Les pauvres aussi victimes potentielles
Or, il
semble que les habitants de lieux huppés ne sont pas les seuls à chercher à se
protéger, mais aussi ceux des quartiers populaires comme l'assure Mareï,
forgeron. Il rapporte que beaucoup de jeunes des bidonvilles qui ont beaucoup
dépensé pour leur modeste appartement lui ont demandé de barricader leurs
portes et fenêtres avec du fer forgé. « Là, tous les gens se connaissent ; si
quelqu'un s'est fait un peu d'argent, cela se remarque. Les gens connaissent
aussi les entrées et sorties des maisons. Alors, il faut prendre ses
précautions, même si on n’a pas beaucoup à perdre.
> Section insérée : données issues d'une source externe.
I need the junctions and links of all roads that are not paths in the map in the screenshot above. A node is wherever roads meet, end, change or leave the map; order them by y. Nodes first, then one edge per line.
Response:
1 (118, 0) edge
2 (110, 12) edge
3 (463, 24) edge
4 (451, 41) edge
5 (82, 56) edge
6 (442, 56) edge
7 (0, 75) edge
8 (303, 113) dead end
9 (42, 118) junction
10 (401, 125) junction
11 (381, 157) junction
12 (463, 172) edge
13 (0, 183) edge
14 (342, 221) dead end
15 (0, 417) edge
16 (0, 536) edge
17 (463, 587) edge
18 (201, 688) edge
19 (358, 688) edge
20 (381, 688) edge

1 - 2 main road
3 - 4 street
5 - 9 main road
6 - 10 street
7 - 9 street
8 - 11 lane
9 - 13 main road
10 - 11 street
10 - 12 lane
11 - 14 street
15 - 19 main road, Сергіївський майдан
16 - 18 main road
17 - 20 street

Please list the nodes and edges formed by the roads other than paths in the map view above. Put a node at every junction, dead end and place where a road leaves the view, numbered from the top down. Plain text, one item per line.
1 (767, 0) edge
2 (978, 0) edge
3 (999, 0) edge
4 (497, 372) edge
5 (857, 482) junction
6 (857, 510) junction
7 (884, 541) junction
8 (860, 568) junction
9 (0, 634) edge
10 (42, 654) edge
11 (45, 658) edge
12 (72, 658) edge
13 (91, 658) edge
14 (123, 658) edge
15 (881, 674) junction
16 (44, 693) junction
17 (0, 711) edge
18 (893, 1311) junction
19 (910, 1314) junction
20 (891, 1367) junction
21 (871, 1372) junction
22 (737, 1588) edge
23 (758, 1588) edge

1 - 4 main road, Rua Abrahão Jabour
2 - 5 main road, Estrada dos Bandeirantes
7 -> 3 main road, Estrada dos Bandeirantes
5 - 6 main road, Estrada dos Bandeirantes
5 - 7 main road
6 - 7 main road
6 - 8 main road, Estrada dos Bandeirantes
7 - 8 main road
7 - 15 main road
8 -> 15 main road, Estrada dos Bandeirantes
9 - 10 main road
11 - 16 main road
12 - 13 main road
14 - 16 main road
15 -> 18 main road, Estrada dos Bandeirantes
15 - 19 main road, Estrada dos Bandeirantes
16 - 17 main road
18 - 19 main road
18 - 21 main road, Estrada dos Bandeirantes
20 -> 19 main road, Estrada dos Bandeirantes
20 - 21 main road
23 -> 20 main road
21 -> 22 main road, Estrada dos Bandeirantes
Certains vont jusqu'à
emprunter de quoi pouvoir se payer une fenêtre en fer forgé », ajoute-t-il.
Des
moyens de protection et des systèmes de sécurité qui, malgré la variété, ne
semblent pas protéger d'un danger puisqu'on dit que tout est écrit. Une
conviction qui fait apaiser la peur de certains qui cherchent la sécurité en
diffusant du Coran dans leurs maisons ou en répétant des prières tout le temps.
« Des caméras ou des alarmes, notre protection est entre les mains de Dieu. En
faisant plus de prières, on peut déjouer le sort », dit Chahinaz, femme au
foyer qui a choisi le Coran et la prière comme système de sécurité, plus garanti.